Ma il cupo Maudru, pur essendo il dominus tirannico del Rebeillard, pur circondandosi di schiere di mandriani che all’occasione si trasformano in spietati bravacci (accoltelleranno alle spalle Marinaio), non è affatto, semplicemente, il «cattivo», come suggerisce Carra, che oltre all’ottima traduzione firma anche la postfazione (La natura e le sue leggi, pp. 285-294, dove Giono è troppo frettolosamente scagionato dall’accusa di collaborazionismo). Maudru non è il Male, precisamente perché Il canto del mondo non è né un roman-feuilleton melodrammatico, né un’avventura trucemente salgariana, ma appunto un romanzo epico, dove al nemico non è negata una barbara e dolente maestà.

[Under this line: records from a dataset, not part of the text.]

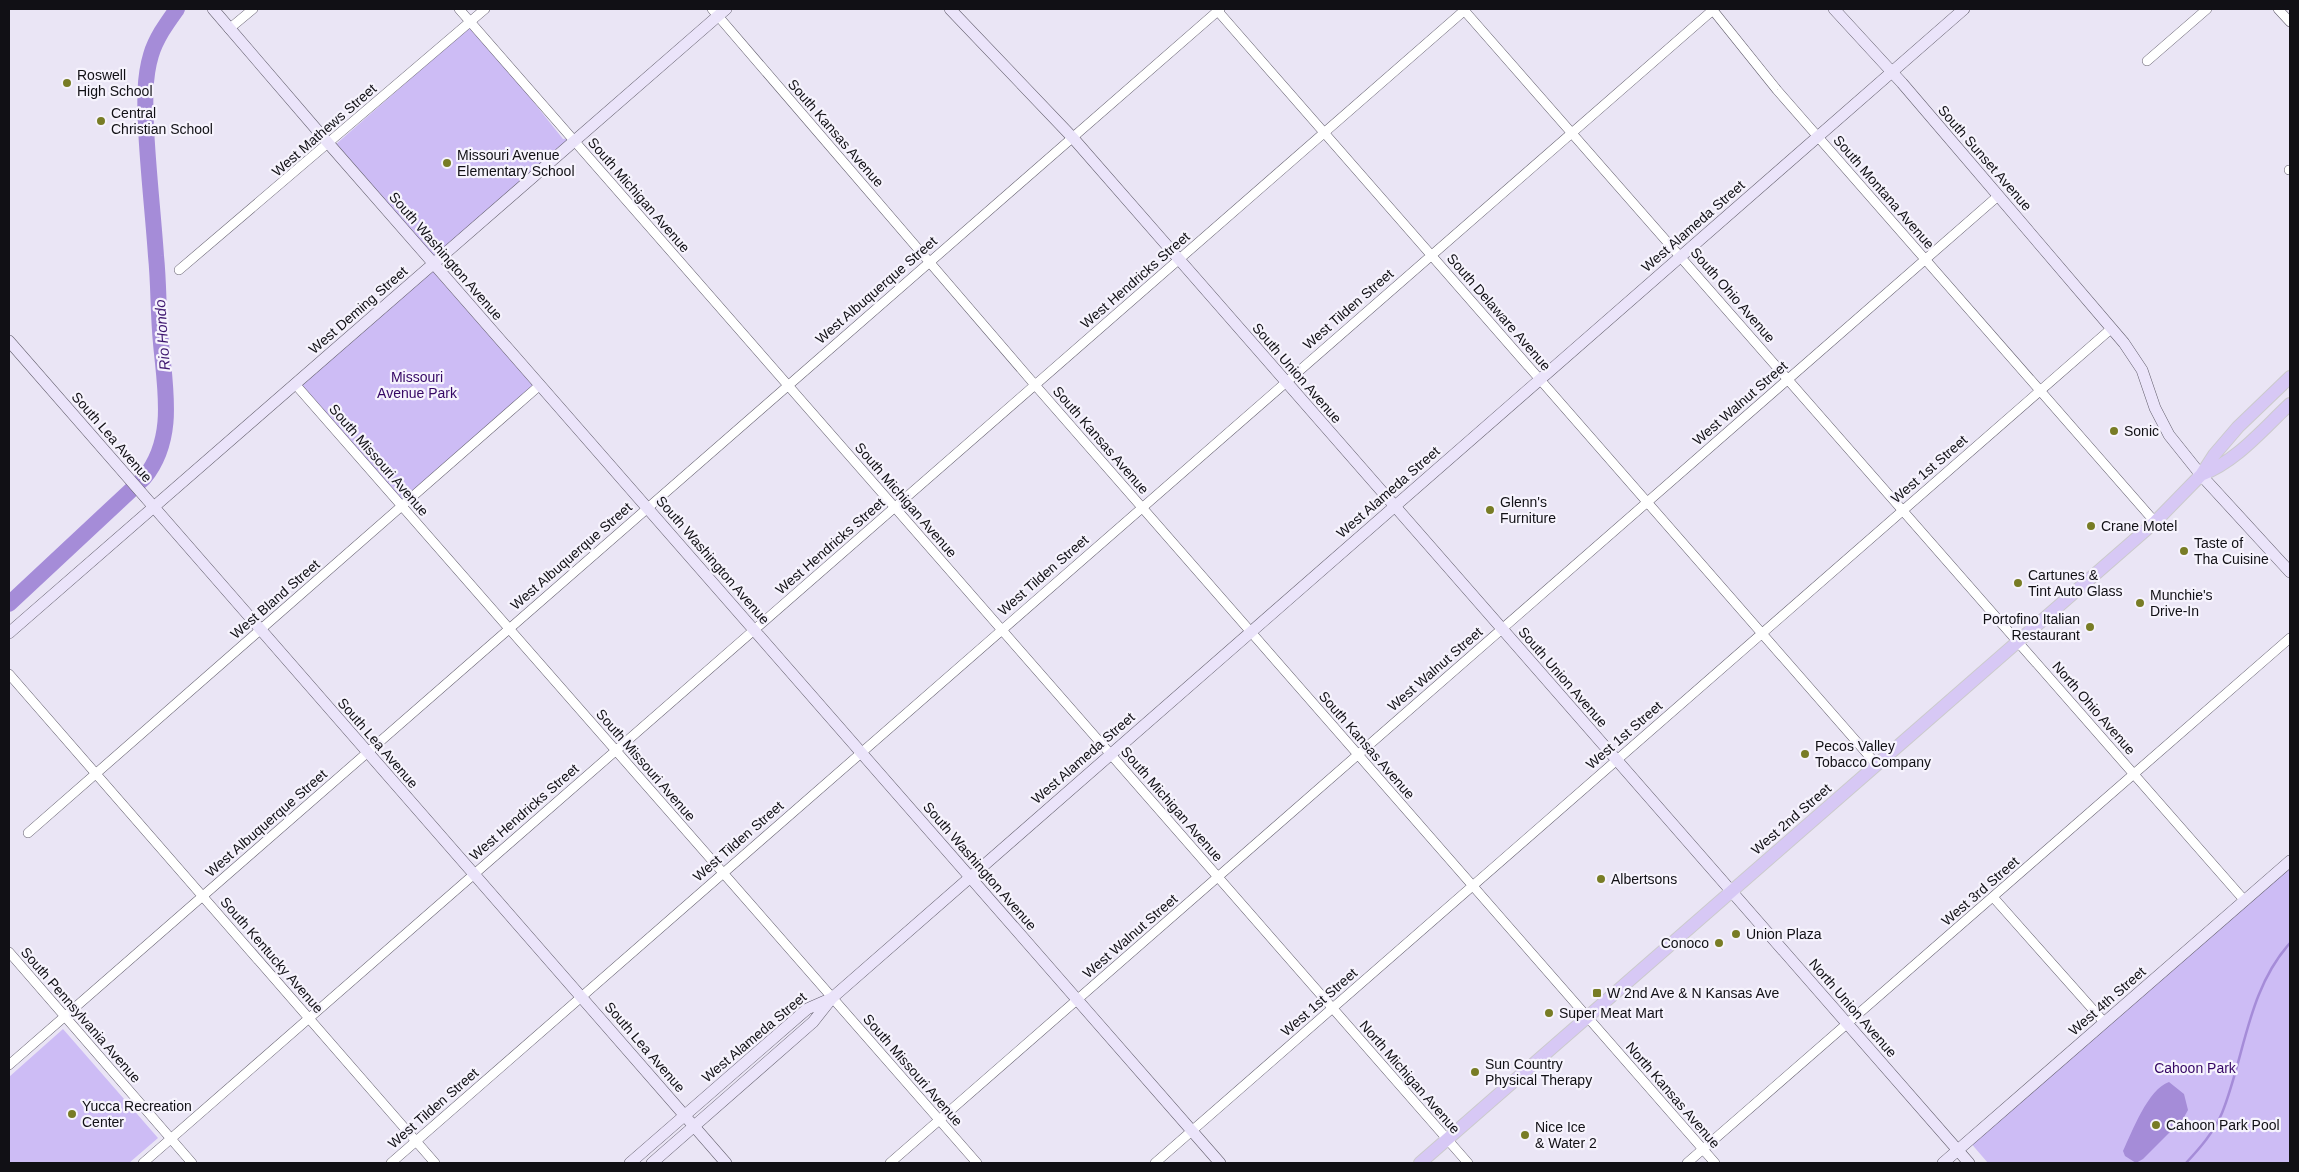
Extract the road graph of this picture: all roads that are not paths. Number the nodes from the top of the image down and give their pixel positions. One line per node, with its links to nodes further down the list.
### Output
1 (213, 9): 16 (street, South Washington Avenue)
2 (253, 9): 16 (street)
3 (458, 9): 14 (street, South Michigan Avenue)
4 (486, 9): 14 (street, West Mathews Street)
5 (950, 9): 22 (street, South Union Avenue)
6 (1218, 9): 19 (street, South Delaware Avenue); 22 (street, West Albuquerque Street)
7 (1465, 9): 19 (street, West Hendricks Street); 20 (street, South Ohio Avenue)
8 (1713, 9): 20 (street, West Tilden Street); 21 (street, South Montana Avenue)
9 (1834, 9): 18 (street, South Sunset Avenue)
10 (1964, 9): 18 (street, West Alameda Street)
11 (2207, 9): 17 (street)
12 (2278, 9): 15 (street)
13 (719, 11): 23 (street, West Deming Street); 30 (street, South Kansas Avenue)
14 (470, 22): 23 (street, South Michigan Avenue); 24 (street, West Mathews Street)
15 (2290, 22)
16 (229, 30): 24 (street, South Washington Avenue)
17 (2147, 60)
18 (1892, 72): 21 (street, West Alameda Street); 25 (street, South Sunset Avenue)
19 (1324, 132): 26 (street, South Delaware Avenue); 29 (street, West Hendricks Street)
20 (1572, 132): 26 (street, West Tilden Street); 27 (street, South Ohio Avenue)
21 (1817, 137): 27 (street, West Alameda Street); 28 (street, South Montana Avenue)
22 (1073, 138): 29 (street, South Union Avenue); 30 (street, West Albuquerque Street)
23 (574, 141): 31 (street, West Deming Street); 41 (street, South Michigan Avenue)
24 (329, 144): 31 (street, South Washington Avenue); 32 (street, West Mathews Street)
25 (1998, 196): 28 (street, West Walnut Street); 33 (street, South Sunset Avenue)
26 (1431, 255): 36 (street, South Delaware Avenue); 38 (street, West Tilden Street)
27 (1680, 257): 36 (street, West Alameda Street); 37 (street, South Ohio Avenue)
28 (1925, 259): 37 (street, West Walnut Street); 43 (street, South Montana Avenue)
29 (1178, 260): 38 (street, South Union Avenue); 42 (street, West Hendricks Street)
30 (929, 262): 41 (street, West Albuquerque Street); 42 (street, South Kansas Avenue)
31 (434, 264): 39 (street, West Deming Street); 40 (street, South Washington Avenue)
32 (179, 270)
33 (2112, 328): 43 (street, West 1st Street); 45 (street, South Sunset Avenue)
34 (9, 341): 50 (street, South Lea Avenue)
35 (2290, 377): 45 (main road, West 2nd Street)
36 (1540, 379): 46 (street, South Delaware Avenue); 49 (street, West Alameda Street)
37 (1788, 379): 46 (street, West Walnut Street); 53 (street, South Ohio Avenue)
38 (1285, 382): 48 (street, West Tilden Street); 49 (street, South Union Avenue)
39 (295, 384): 47 (street, South Missouri Avenue); 50 (street, West Deming Street)
40 (540, 385): 47 (street, West Bland Street); 51 (street, South Washington Avenue)
41 (788, 385): 51 (street, West Albuquerque Street); 52 (street, South Michigan Avenue)
42 (1035, 385): 48 (street, South Kansas Avenue); 52 (street, West Hendricks Street)
43 (2040, 391): 53 (street, West 1st Street); 54 (street, South Montana Avenue)
44 (2290, 404): 45 (main road, West 2nd Street)
45 (2201, 474): 54 (main road, West 2nd Street); 55 (street, South Sunset Avenue)
46 (1647, 502): 60 (street, West Walnut Street); 63 (street, South Delaware Avenue)
47 (402, 506): 56 (street, South Missouri Avenue); 57 (street, West Bland Street)
48 (1141, 507): 59 (street, West Tilden Street); 61 (street, South Kansas Avenue)
49 (1394, 507): 60 (street, South Union Avenue); 61 (street, West Alameda Street)
50 (153, 508): 57 (street, South Lea Avenue); 62 (street, West Deming Street)
51 (648, 508): 56 (street, West Albuquerque Street); 58 (street, South Washington Avenue)
52 (895, 508): 58 (street, West Hendricks Street); 59 (street, South Michigan Avenue)
53 (1902, 510): 63 (street, West 1st Street); 65 (street, North Ohio Avenue)
54 (2155, 522): 65 (main road, West 2nd Street)
55 (2290, 572)
56 (509, 629): 67 (street, South Missouri Avenue); 68 (street, West Albuquerque Street)
57 (260, 630): 68 (street, South Lea Avenue); 74 (street, West Bland Street)
58 (754, 630): 67 (street, West Hendricks Street); 69 (street, South Washington Avenue)
59 (1000, 630): 69 (street, West Tilden Street); 70 (street, South Michigan Avenue)
60 (1501, 630): 71 (street, West Walnut Street); 72 (street, South Union Avenue)
61 (1251, 632): 70 (street, West Alameda Street); 71 (street, South Kansas Avenue)
62 (9, 633)
63 (1762, 633): 72 (street, West 1st Street); 73 (street, South Delaware Avenue)
64 (2290, 638): 75 (street, West 3rd Street)
65 (2019, 642): 73 (main road, West 2nd Street); 75 (street, North Ohio Avenue)
66 (9, 674): 74 (street, South Kentucky Avenue)
67 (616, 751): 78 (street, South Missouri Avenue); 79 (street, West Hendricks Street)
68 (367, 753): 79 (street, South Lea Avenue); 84 (street, West Albuquerque Street)
69 (861, 753): 78 (street, West Tilden Street); 80 (street, South Washington Avenue)
70 (1110, 754): 80 (street, West Alameda Street); 81 (street, South Michigan Avenue)
71 (1357, 755): 81 (street, West Walnut Street); 82 (street, South Kansas Avenue)
72 (1616, 760): 82 (street, West 1st Street); 83 (street, North Union Avenue)
73 (1877, 765): 83 (main road, West 2nd Street)
74 (96, 774): 76 (street, West Bland Street); 84 (street, South Kentucky Avenue)
75 (2134, 775): 85 (street, West 3rd Street); 86 (street, North Ohio Avenue)
76 (28, 833)
77 (2290, 862): 86 (street, West 4th Street)
78 (723, 873): 88 (street, West Tilden Street); 89 (street, South Missouri Avenue)
79 (474, 875): 88 (street, South Lea Avenue); 94 (street, West Hendricks Street)
80 (970, 877): 89 (street, West Alameda Street); 90 (street, South Washington Avenue)
81 (1218, 877): 90 (street, West Walnut Street); 91 (street, South Michigan Avenue)
82 (1472, 887): 91 (street, West 1st Street); 93 (street, North Kansas Avenue)
83 (1731, 892): 93 (main road, West 2nd Street); 96 (street, North Union Avenue)
84 (203, 897): 92 (street, West Albuquerque Street); 94 (street, South Kentucky Avenue)
85 (1993, 897): 95 (street); 96 (street, West 3rd Street)
86 (2245, 901): 95 (street, West 4th Street)
87 (9, 952): 92 (street, South Pennsylvania Avenue)
88 (581, 997): 98 (street, South Lea Avenue); 104 (street, West Tilden Street)
89 (832, 998): 98 (street, West Alameda Street); 99 (street, South Missouri Avenue); 100 (street, West Alameda Street)
90 (1077, 1000): 99 (street, West Walnut Street); 101 (street, South Washington Avenue)
91 (1332, 1008): 101 (street, West 1st Street); 103 (street, North Michigan Avenue)
92 (65, 1017): 97 (street, West Albuquerque Street); 102 (street, South Pennsylvania Avenue)
93 (1587, 1017): 103 (main road, West 2nd Street); 105 (street, North Kansas Avenue)
94 (309, 1018): 102 (street, West Hendricks Street); 104 (street, South Kentucky Avenue)
95 (2104, 1022): 106 (street, West 4th Street)
96 (1847, 1024): 105 (street, West 3rd Street); 106 (street, North Union Avenue)
97 (9, 1065)
98 (684, 1116): 100 (street, South Lea Avenue); 111 (street, West Alameda Street)
99 (939, 1120): 114 (street, West Walnut Street); 115 (street, South Missouri Avenue)
100 (694, 1127): 112 (street, West Alameda Street); 113 (street, South Lea Avenue)
101 (1192, 1131): 116 (street, West 1st Street); 117 (street, South Washington Avenue)
102 (171, 1139): 107 (street, West Hendricks Street); 108 (street, South Pennsylvania Avenue)
103 (1447, 1140): 118 (main road, West 2nd Street); 119 (street, North Michigan Avenue)
104 (416, 1142): 109 (street, West Tilden Street); 110 (street, South Kentucky Avenue)
105 (1702, 1149): 120 (street, West 3rd Street); 121 (street, North Kansas Avenue)
106 (1958, 1151): 122 (street, West 4th Street); 123 (street, North Union Avenue)
107 (143, 1163)
108 (192, 1163)
109 (391, 1163)
110 (436, 1163)
111 (630, 1163)
112 (652, 1163)
113 (726, 1163)
114 (890, 1163)
115 (976, 1163)
116 (1155, 1163)
117 (1220, 1163)
118 (1420, 1163)
119 (1468, 1163)
120 (1687, 1163)
121 (1715, 1163)
122 (1943, 1163)
123 (1969, 1163)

Nel suo struggimento per un matrimonio finito troppo presto (per colpa sua, ma lui non può capirlo), nel suo rapporto profondo, paradossalmente francescano, con i suoi tori, nel suo silenzio impietrito, Maudru incarna lo spirito selvaggio della montagna; la sua sconfitta non fa che accentuarne la sinistra grandezza.
Di indole individualista e ribelle, Giono non ha esitato, ai tempi di Vichy, a dare protezione a ebrei e altri fuggitivi; eppure, è stato doppiamente complice del nazifascismo: perché ha scritto sui fogli della Collaborazione e ne ha accettato l’incenso (e i soldi); e perché il suo antimodernismo estetizzante, pur discendendo da presupposti filosofici e ideologici in parte diversi, era oggettivamente solidale con il ritorno alla terra predicato da Pétain.Ma Giono è uno scrittore vero, che (a volte, non sempre) sa scavare senza manicheismo nelle ambivalenze del reale: quantomeno, come diceva Céline, «vale la pena di leggerlo».